--- What you should do ---
Within the data below, how many lines contain "ANTIFREEZE"? Reply with the number only.

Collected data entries

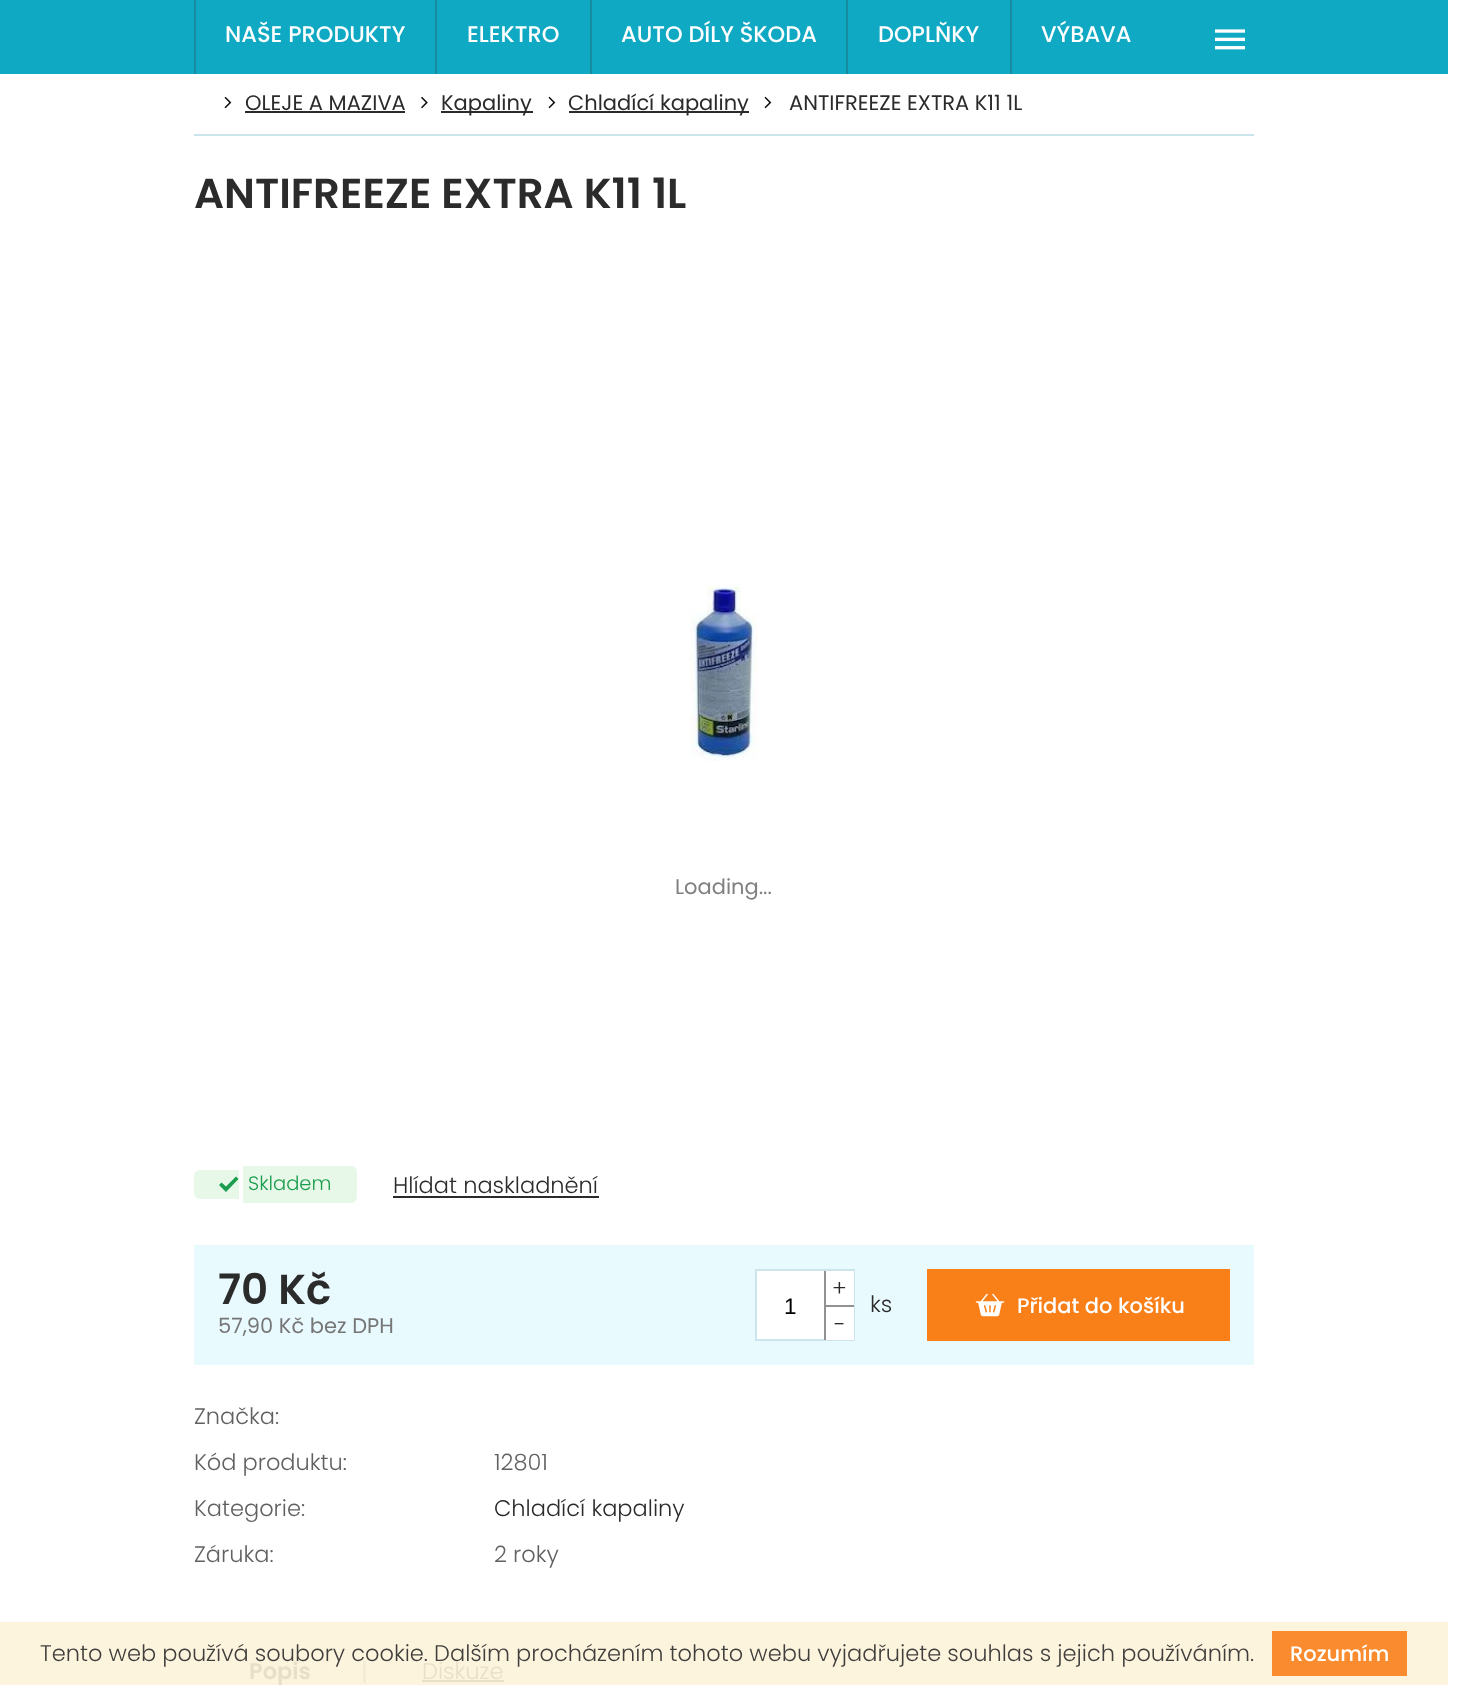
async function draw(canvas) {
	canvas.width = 1469;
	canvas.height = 1685;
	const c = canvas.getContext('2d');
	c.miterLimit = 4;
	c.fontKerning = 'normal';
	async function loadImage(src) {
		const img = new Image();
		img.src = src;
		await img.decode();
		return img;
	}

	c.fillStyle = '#fff';
	c.fillRect(0, 0, 1469, 1685);
	for (const [x, y, w, h, color] of [
		[0, 1622, 1448, 63, '#fdf4de'],
		[0, 0, 1448, 74, '#0fa9c3'],
		[194, 0, 2, 74, '#178b9f'],
	]) {
		c.fillStyle = color;
		c.fillRect(x, y, w, h);
	}
	c.font = '500 22.5px Poppins';
	c.fillStyle = '#fff';
	c.fillText('NAŠE PRODUKTY', 225, 42);
	c.fillStyle = '#178b9f';
	c.fillRect(435, 0, 2, 74);
	c.fillStyle = '#fff';
	c.fillText('ELEKTRO', 467, 42);
	c.fillStyle = '#178b9f';
	c.fillRect(590, 0, 2, 74);
	c.fillStyle = '#fff';
	c.fillText('AUTO DÍLY ŠKODA', 621, 42);
	c.fillStyle = '#178b9f';
	c.fillRect(846, 0, 2, 74);
	c.fillStyle = '#fff';
	c.fillText('DOPLŇKY', 878, 42);
	c.fillStyle = '#178b9f';
	c.fillRect(1010, 0, 2, 74);
	c.fillStyle = '#fff';
	c.fillText('VÝBAVA', 1041, 42);
	c.drawImage(await loadImage('img1.png'), 1215, 29, 30, 21);
	c.fillStyle = '#cce5ec';
	c.fillRect(194, 134, 1060, 2);
	c.drawImage(await loadImage('img2.png'), 224, 96, 8, 13);
	c.font = '21px Poppins';
	c.fillStyle = '#2b2b2b';
	c.fillText('OLEJE A MAZIVA', 245, 110);
	c.fillRect(245, 111, 160, 2);
	c.drawImage(await loadImage('img3.png'), 421, 96, 7, 13);
	c.fillRect(441, 111, 92, 2);
	c.fillText('Kapaliny', 441, 110);
	c.drawImage(await loadImage('img2.png'), 548, 96, 8, 13);
	c.fillRect(569, 111, 180, 2);
	c.fillText('Chladící kapaliny', 568, 110);
	c.drawImage(await loadImage('img2.png'), 764, 96, 8, 13);
	c.fillText('ANTIFREEZE EXTRA K11 1L', 789, 110);
	c.font = '600 42px Poppins';
	c.fillText('ANTIFREEZE EXTRA K11 1L', 194, 208);
	c.drawImage(await loadImage('img4.png'), 690, 584, 67, 177);
	c.font = '21px Poppins';
	c.fillStyle = '#808080';
	c.fillText('Loading...', 675, 894);
	c.fillStyle = '#e7f8e8';
	c.beginPath();
	c.roundRect(243, 1166, 114, 37, [0, 6, 6, 0]);
	c.fill();
	c.font = '300 19.5px Poppins';
	c.fillStyle = '#1a9d4d';
	c.fillText('Skladem', 248, 1190);
	c.fillStyle = '#e7f8e8';
	c.beginPath();
	c.roundRect(194, 1170, 45, 29, [6, 0, 0, 6]);
	c.fill();
	c.fillStyle = '#1a9d4d';
	c.beginPath();
	c.moveTo(236, 1176.5);
	c.lineTo(226, 1186.5);
	c.lineTo(221.5, 1182.5);
	c.lineTo(219, 1185);
	c.lineTo(226, 1192);
	c.lineTo(238.5, 1179);
	c.closePath();
	c.fill();
	c.font = '300 22.5px Poppins';
	c.fillStyle = '#2b2b2b';
	c.fillText('Hlídat naskladnění', 393, 1193);
	c.fillRect(393, 1196, 206, 2);
	c.fillStyle = '#e9faff';
	c.fillRect(194, 1245, 1060, 120);
	c.font = '600 42px Poppins';
	c.fillStyle = '#2b2b2b';
	c.fillText('70 Kč', 218, 1304);
	c.font = '21px Poppins';
	c.fillStyle = '#767676';
	c.fillText('57,90 Kč bez DPH', 218, 1333);
	c.fillStyle = '#fff';
	c.fillRect(757, 1271, 67, 68);
	c.strokeStyle = '#cce5ec';
	c.lineWidth = 2;
	c.strokeRect(756, 1270, 98, 70);
	c.fillRect(826, 1271, 28, 34);
	c.fillStyle = '#919191';
	c.fillRect(824, 1271, 2, 34);
	c.font = '300 22.5px Poppins';
	c.fillStyle = '#2b2b2b';
	c.fillText('+', 832, 1296);
	c.font = '22.5px Liberation Sans';
	c.fillStyle = '#000';
	c.fillText('1', 784, 1314);
	for (const [x, y, w, h, color] of [
		[826, 1307, 28, 33, '#fff'],
		[824, 1305, 30, 2, '#919191'],
		[824, 1305, 2, 35, '#919191'],
	]) {
		c.fillStyle = color;
		c.fillRect(x, y, w, h);
	}
	c.font = '300 22.5px Poppins';
	c.fillStyle = '#2b2b2b';
	c.fillText('-', 834, 1332);
	c.fillText('ks', 870, 1312);
	c.fillStyle = '#f97f18';
	c.fillRect(927, 1269, 303, 72);
	c.drawImage(await loadImage('img5.png'), 975, 1293, 30, 24);
	c.font = '500 21px Poppins';
	c.fillStyle = '#fff';
	c.fillText('Přidat do košíku', 1017, 1313);
	c.font = '300 22.5px Poppins';
	c.fillStyle = '#616161';
	for (const [text, x, y] of [
		['Značka:', 194, 1424],
		['Kód produktu:', 194, 1470],
		['12801', 494, 1470],
		['Kategorie:', 194, 1516],
	]) {
		c.fillText(text, x, y);
	}
	c.fillStyle = '#2b2b2b';
	c.fillText('Chladící kapaliny', 494, 1516);
	c.fillStyle = '#616161';
	c.fillText('Záruka:', 194, 1562);
	c.fillText('2 roky', 494, 1562);
	c.font = '600 22.5px Poppins';
	c.fillStyle = '#e8dfc9';
	c.fillText('Popis', 249, 1679);
	c.fillStyle = '#f3edd7';
	c.fillRect(363, 1661, 3, 22);
	c.font = '300 22.5px Poppins';
	c.fillStyle = '#e8dfc9';
	c.fillText('Diskuze', 422, 1679);
	c.fillRect(422, 1680, 82, 2);
	c.fillStyle = '#403f3d';
	c.fillText('Tento web používá soubory cookie. Dalším procházením tohoto webu vyjadřujete souhlas s jejich používáním.', 40, 1661);
	c.fillStyle = '#fa8c2f';
	c.fillRect(1272, 1631, 135, 45);
	c.font = '500 21px Poppins';
	c.fillStyle = '#fff';
	c.fillText('Rozumím', 1290, 1661);
}

draw(document.querySelector('canvas'));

--- Task response ---
2